The Long Arm Of The Regulator
The March of 2012 was a series of bad news, beginning with ONGC's botched Offer For Sale (OFS) through which the government planned to raise ₹12,700 crores by selling a stake of 5%. The issue had to be bailed out by LIC as there was an absence of demand from other investors. It had to soak up almost 90% of the shares. It was likely that LIC was doing this at the behest of the government.
After many hurdles, MCX-SX had finally launched its equity trading platform in February 2013. Market conditions were far from idle for a 3rd stock exchange but Jignesh was convinced that people would start investing more just because there was a new exchange on the block. However, Lala knew that at best, MCX-SX would be able to snatch business from its rival exchanges by offering incentives to the traders and investors. The market observers were worried that it would turn out to be a race for the bottom if the stock exchanges decided to relax margin requirements to attract more members. More than any other factor, it is liquidity that is the deciding factor for a trader or investor's choice of exchange to place his trades on. With MCX-SX flagging off operations, high-volume traders like Lala were in demand. The exchange wanted them to do a small part of their business through it. As the rupee weakened, FIIs started pulling money out of Indian equities, setting off a vicious cycle. The impact of this was soon felt in the stock markets.
The hardest hit were private sector banks like Yes Bank and Kotak Bank. The country was caught in the classic 'impossible trinity' trilemma, in which it was grappling with weak growth, high inflation and a weak currency.

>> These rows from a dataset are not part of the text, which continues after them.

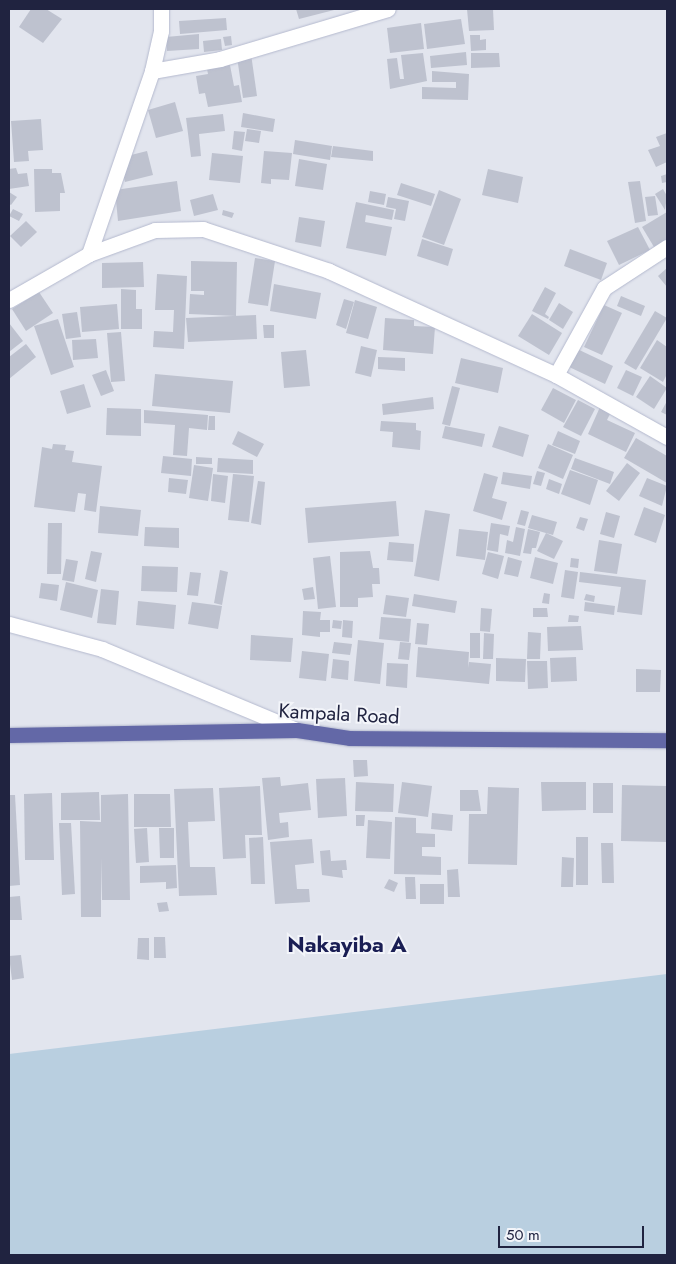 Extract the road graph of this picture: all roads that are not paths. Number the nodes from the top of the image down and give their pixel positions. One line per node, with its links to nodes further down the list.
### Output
1 (161, 9): 3 (street)
2 (388, 9): 3 (street)
3 (152, 71): 5 (street)
4 (667, 248): 7 (street)
5 (89, 254): 6 (street); 7 (street)
6 (9, 300)
7 (556, 375): 8 (street)
8 (667, 437)
9 (9, 624): 10 (street)
10 (297, 730): 11 (main road, Kampala Road); 12 (main road, Kampala Road)
11 (9, 735)
12 (667, 740) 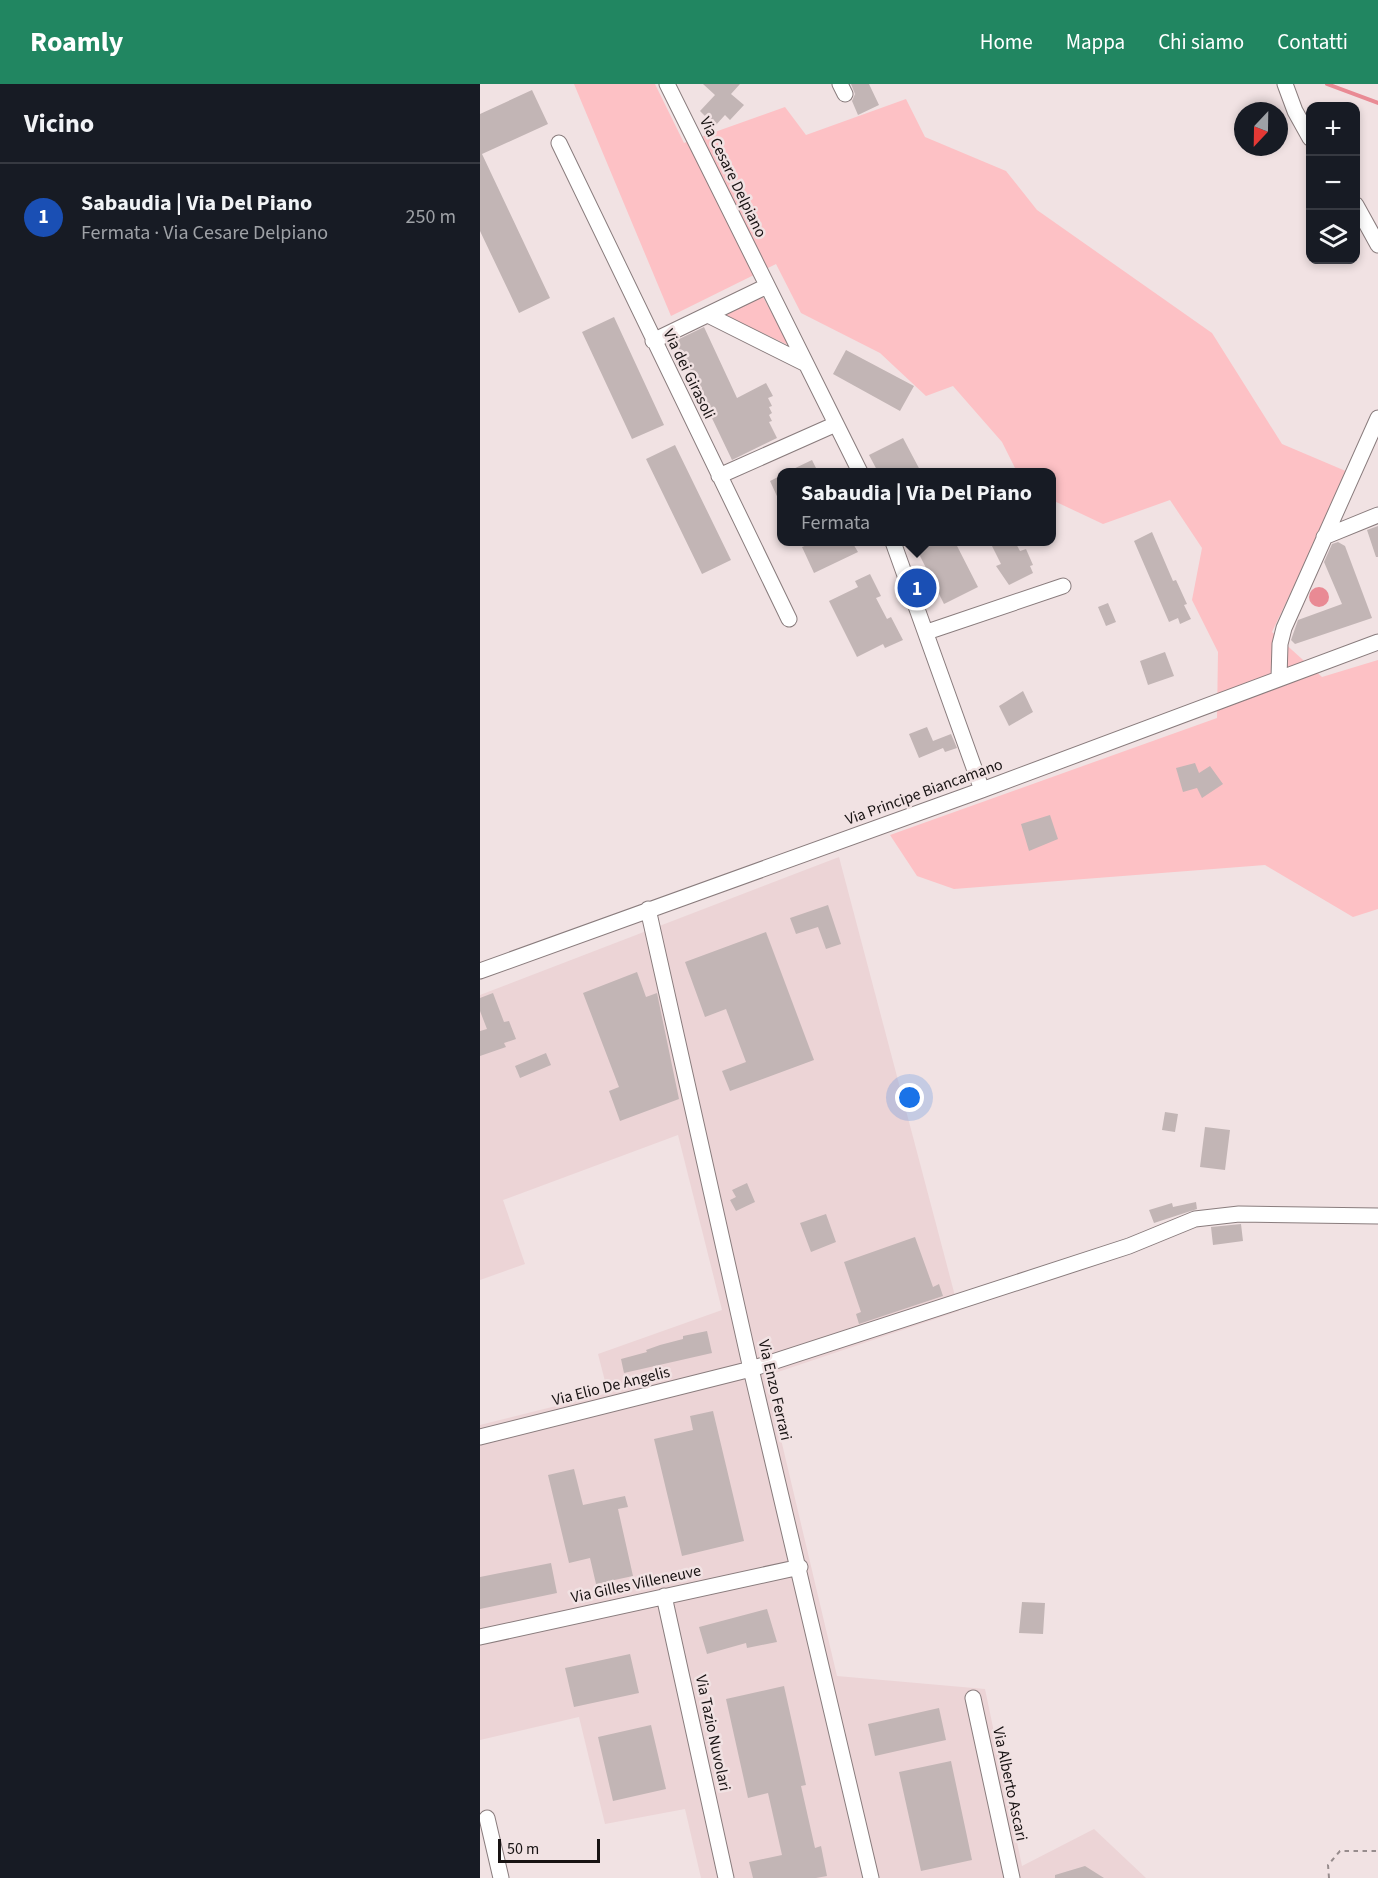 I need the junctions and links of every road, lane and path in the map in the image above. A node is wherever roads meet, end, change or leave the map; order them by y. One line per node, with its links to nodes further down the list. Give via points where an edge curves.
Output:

When Raghuram Rajan formally took charge as the RBI governor, things started to turn around. He introduced such policies that helped the market to get back on track.
The year 2014 started on a rather positive note. With each passing day, the market was becoming more confident about BJP coming to power. Tired of recurring scams and inflation, everyone believed that Modi had a plan to set things straight. As the golden period of the economy was approaching, things had started to go rapidly downhill for Lala. He had received letters from the regulator seeking clarification about the unlawful trades done by him. Lala had concluded that somebody powerful was targeting him. Soon Lala found that he was in the bad books of Mr.V who was among the top twenty-five industrialists of the country. Lala had gone after his stock at a vulnerable time in his business, and thus Mr. V had sworn to force Lala out of the market. Mr. V was in a much sounder position now and he had some powerful friends in the right places too. GB suggested Lala to retreat for some time and return to the market after things got cleared up.
GB had found a leading industrialist who wanted Lala to manage the share prices of his group companies and make money from trading in other stocks. Lala had begun working for him and got a free hand in deciding his trading strategies. Soon, Lala happened to renew contact with Dipesh who had been his close friend back in school. Dipesh had been regularly trading in small stocks for nearly a year and had wanted to invest more. He would call up Lala quite often and clear his doubts. Lala's sound trading advice helped him a lot.